Transcribe every line of the material below without change, apart from dropping the pictures.

══════

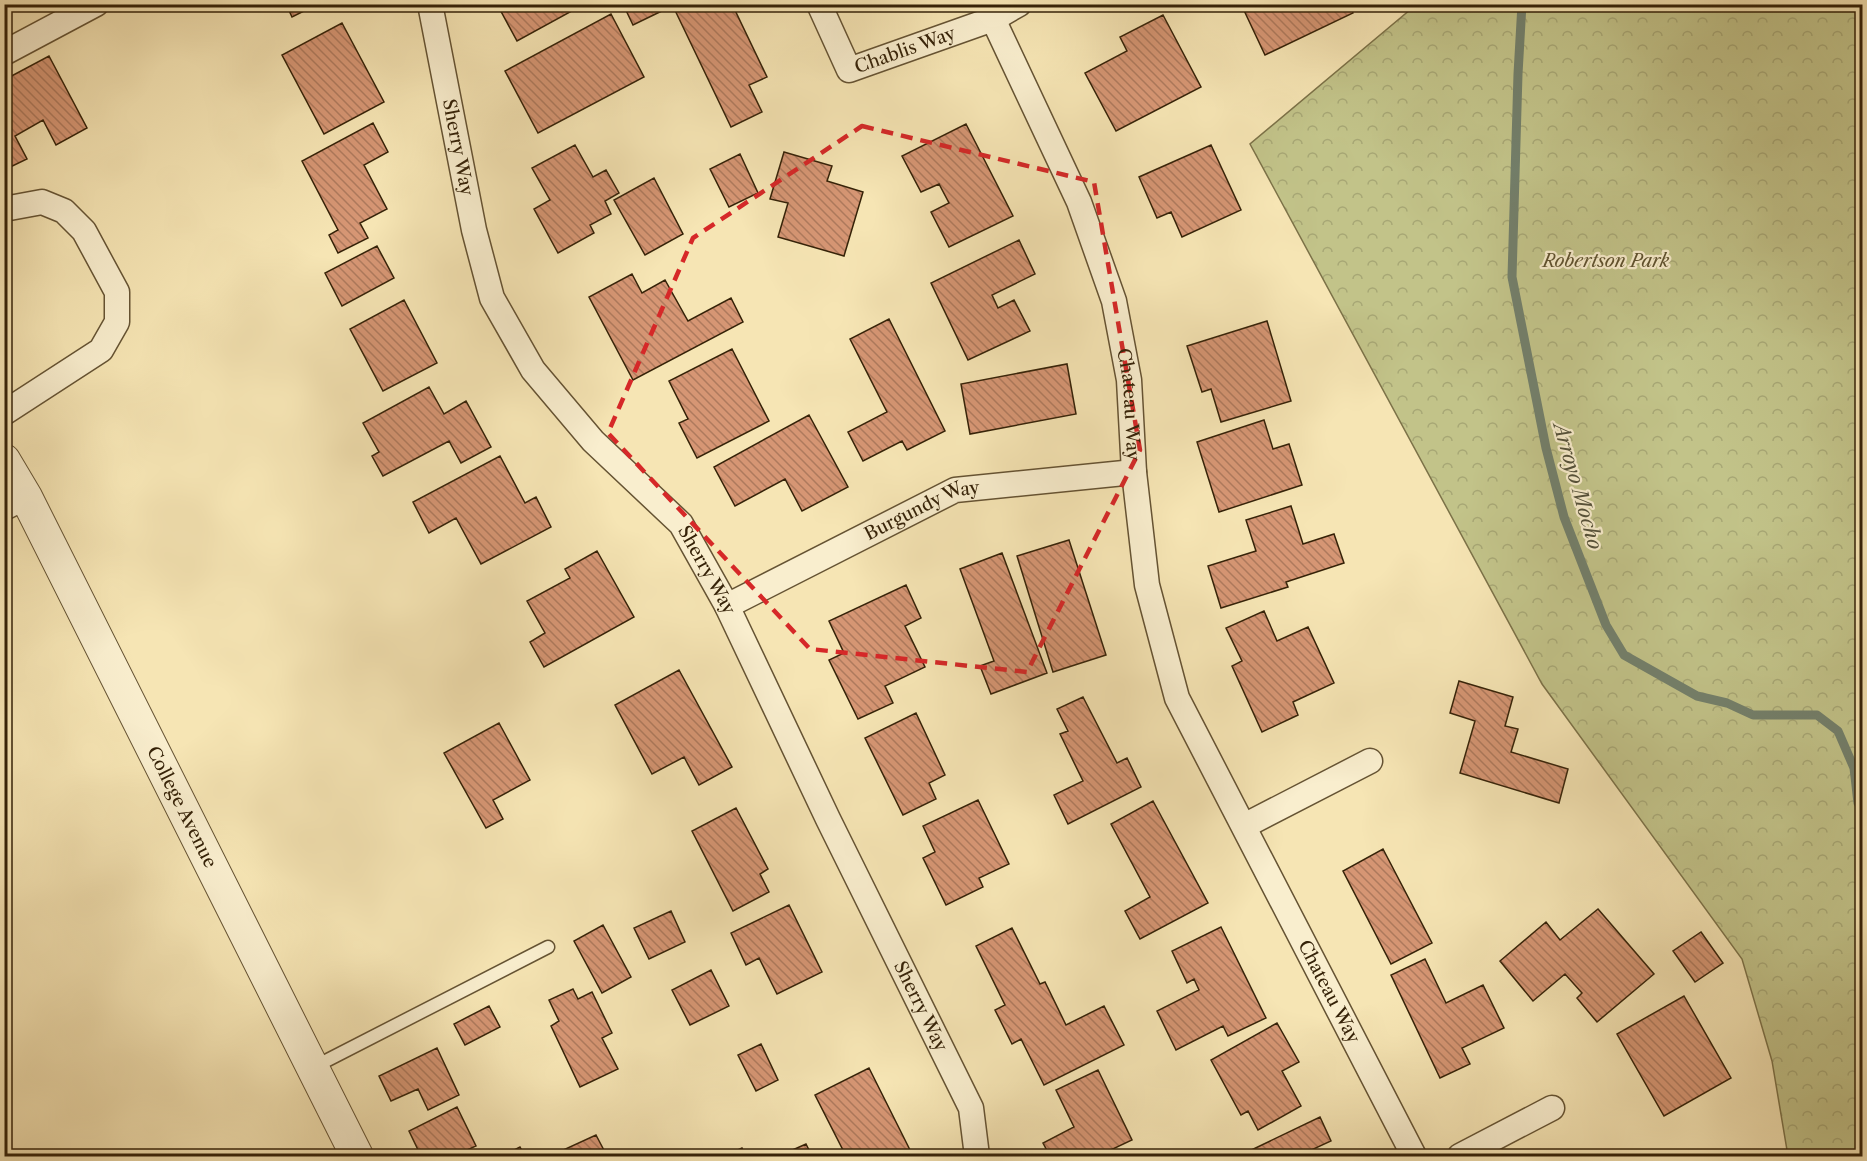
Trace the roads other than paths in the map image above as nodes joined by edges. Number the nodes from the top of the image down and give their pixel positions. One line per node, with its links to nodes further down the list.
1 (96, 4): 6 (street)
2 (430, 4): 12 (street, Sherry Way)
3 (819, 4): 5 (street, Chablis Way)
4 (1019, 4): 5 (street)
5 (993, 19): 10 (street, Chateau Way)
6 (4, 53)
7 (4, 209): 8 (street)
8 (4, 413)
9 (4, 460): 11 (street, College Avenue)
10 (1134, 472): 12 (street, Burgundy Way); 14 (street, Chateau Way)
11 (15, 502): 16 (street, College Avenue)
12 (727, 606): 19 (street, Sherry Way)
13 (1370, 761): 14 (street)
14 (1245, 826): 20 (street, Chateau Way)
15 (548, 947): 16 (lane)
16 (312, 1068): 18 (street, College Avenue)
17 (1552, 1108): 21 (street)
18 (357, 1156)
19 (977, 1156)
20 (1414, 1156)
21 (1460, 1156)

══════

» ANSWER FOR THIS EXERCISE:
Trace the roads other than paths in the map image above as nodes joined by edges. Number the nodes from the top of the image down and give their pixel positions. One line per node, with its links to nodes further down the list.
1 (96, 4): 6 (street)
2 (430, 4): 12 (street, Sherry Way)
3 (819, 4): 5 (street, Chablis Way)
4 (1019, 4): 5 (street)
5 (993, 19): 10 (street, Chateau Way)
6 (4, 53)
7 (4, 209): 8 (street)
8 (4, 413)
9 (4, 460): 11 (street, College Avenue)
10 (1134, 472): 12 (street, Burgundy Way); 14 (street, Chateau Way)
11 (15, 502): 16 (street, College Avenue)
12 (727, 606): 19 (street, Sherry Way)
13 (1370, 761): 14 (street)
14 (1245, 826): 20 (street, Chateau Way)
15 (548, 947): 16 (lane)
16 (312, 1068): 18 (street, College Avenue)
17 (1552, 1108): 21 (street)
18 (357, 1156)
19 (977, 1156)
20 (1414, 1156)
21 (1460, 1156)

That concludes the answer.